══ Supplied data ══

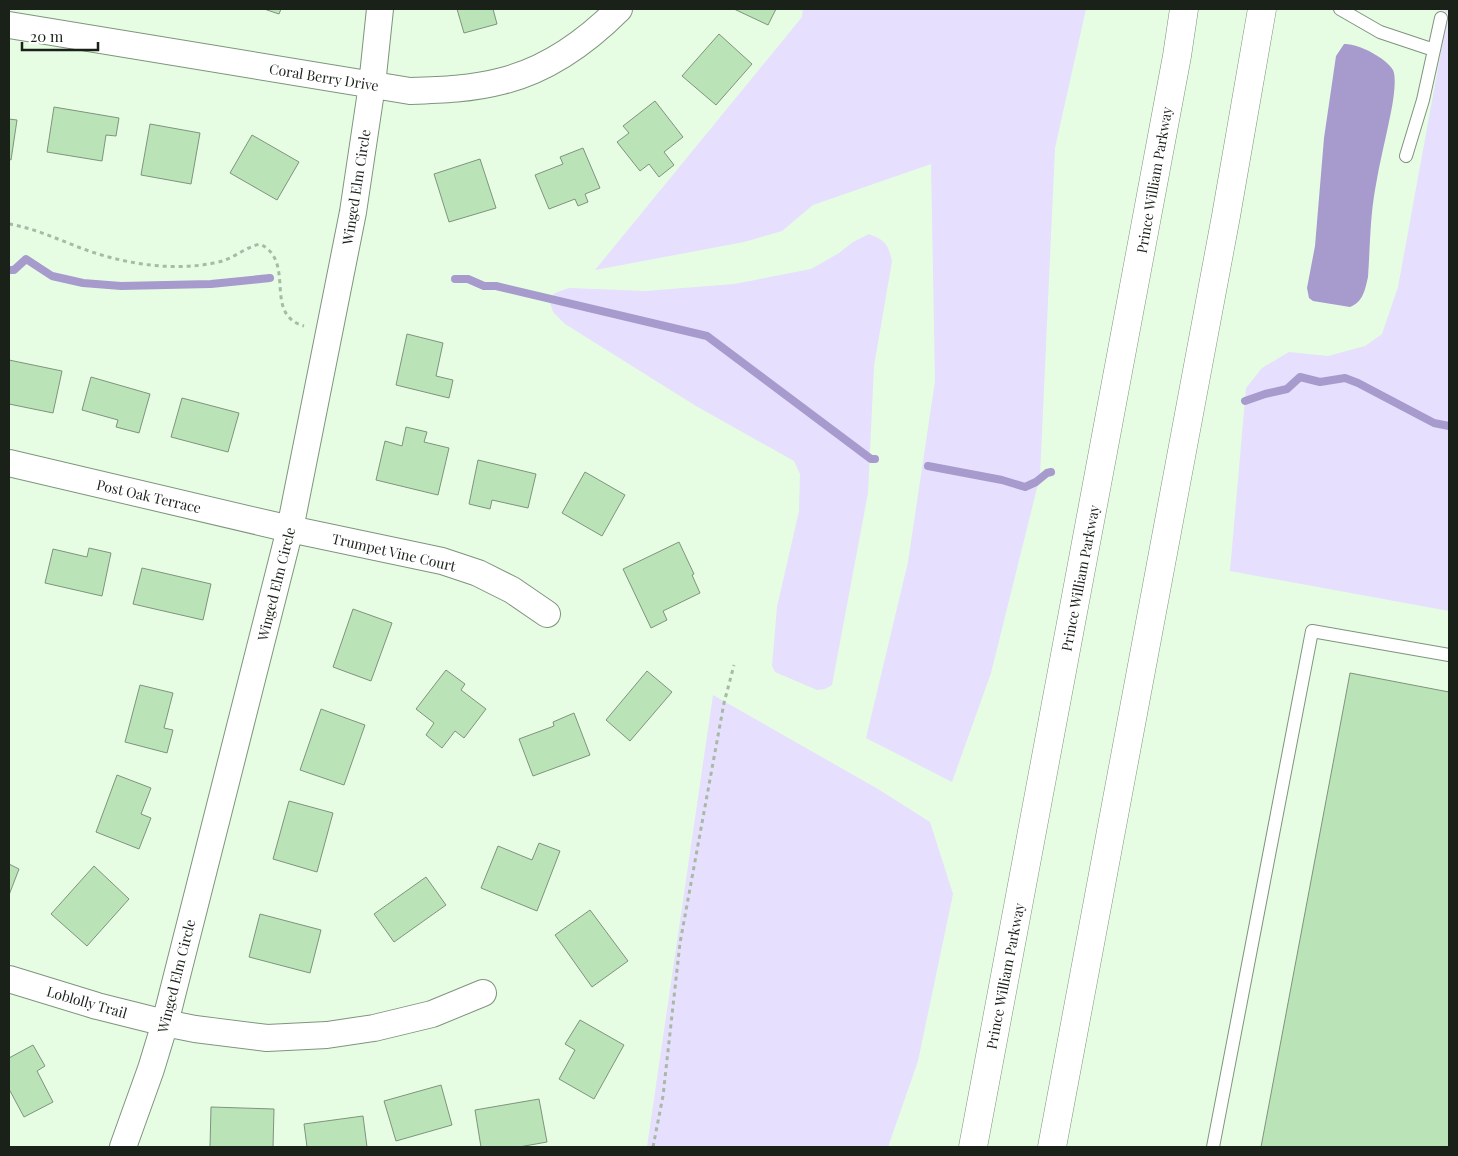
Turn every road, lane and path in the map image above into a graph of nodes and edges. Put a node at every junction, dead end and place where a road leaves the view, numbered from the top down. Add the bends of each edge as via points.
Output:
1 (380, 9) edge
2 (618, 9) edge
3 (1184, 9) edge
4 (1262, 9) edge
5 (1340, 9) edge
6 (1441, 18) dead end
7 (9, 25) edge
8 (1434, 50) junction
9 (372, 86) junction
10 (1406, 156) dead end
11 (9, 224) edge
12 (307, 327) dead end
13 (9, 463) edge
14 (290, 529) junction
15 (547, 614) dead end
16 (1449, 655) edge
17 (734, 665) dead end
18 (9, 979) edge
19 (483, 993) dead end
20 (165, 1023) junction
21 (122, 1147) edge
22 (653, 1147) edge
23 (973, 1147) edge
24 (1052, 1147) edge
25 (1213, 1147) edge

1 - 9 street, Winged Elm Circle
2 - 9 street, Coral Berry Drive via 570,50 538,68 502,81 454,90 419,91
3 - 23 highway, Prince William Parkway
4 - 24 highway
5 - 8 lane via 1380,32
6 - 8 lane
7 - 9 street, Coral Berry Drive
8 - 10 lane
9 - 14 street, Winged Elm Circle via 353,212
11 - 12 path via 123,261 146,265 215,263 260,244 269,248 275,257 286,315 291,321
13 - 14 street, Post Oak Terrace
14 - 15 street, Trumpet Vine Court via 442,561 478,573 512,590
14 - 20 street, Winged Elm Circle
16 - 25 lane via 1312,631
17 - 22 path via 724,703 680,943
18 - 20 street, Loblolly Trail
19 - 20 street, Loblolly Trail via 432,1014 327,1035 267,1038
20 - 21 street, Winged Elm Circle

═══

> **Activity**:
Once the pictures are removed, reproduce the remaining entries above exactly.

> **Result**:
Turn every road, lane and path in the map image above into a graph of nodes and edges. Put a node at every junction, dead end and place where a road leaves the view, numbered from the top down. Add the bends of each edge as via points.
Output:
1 (380, 9) edge
2 (618, 9) edge
3 (1184, 9) edge
4 (1262, 9) edge
5 (1340, 9) edge
6 (1441, 18) dead end
7 (9, 25) edge
8 (1434, 50) junction
9 (372, 86) junction
10 (1406, 156) dead end
11 (9, 224) edge
12 (307, 327) dead end
13 (9, 463) edge
14 (290, 529) junction
15 (547, 614) dead end
16 (1449, 655) edge
17 (734, 665) dead end
18 (9, 979) edge
19 (483, 993) dead end
20 (165, 1023) junction
21 (122, 1147) edge
22 (653, 1147) edge
23 (973, 1147) edge
24 (1052, 1147) edge
25 (1213, 1147) edge

1 - 9 street, Winged Elm Circle
2 - 9 street, Coral Berry Drive via 570,50 538,68 502,81 454,90 419,91
3 - 23 highway, Prince William Parkway
4 - 24 highway
5 - 8 lane via 1380,32
6 - 8 lane
7 - 9 street, Coral Berry Drive
8 - 10 lane
9 - 14 street, Winged Elm Circle via 353,212
11 - 12 path via 123,261 146,265 215,263 260,244 269,248 275,257 286,315 291,321
13 - 14 street, Post Oak Terrace
14 - 15 street, Trumpet Vine Court via 442,561 478,573 512,590
14 - 20 street, Winged Elm Circle
16 - 25 lane via 1312,631
17 - 22 path via 724,703 680,943
18 - 20 street, Loblolly Trail
19 - 20 street, Loblolly Trail via 432,1014 327,1035 267,1038
20 - 21 street, Winged Elm Circle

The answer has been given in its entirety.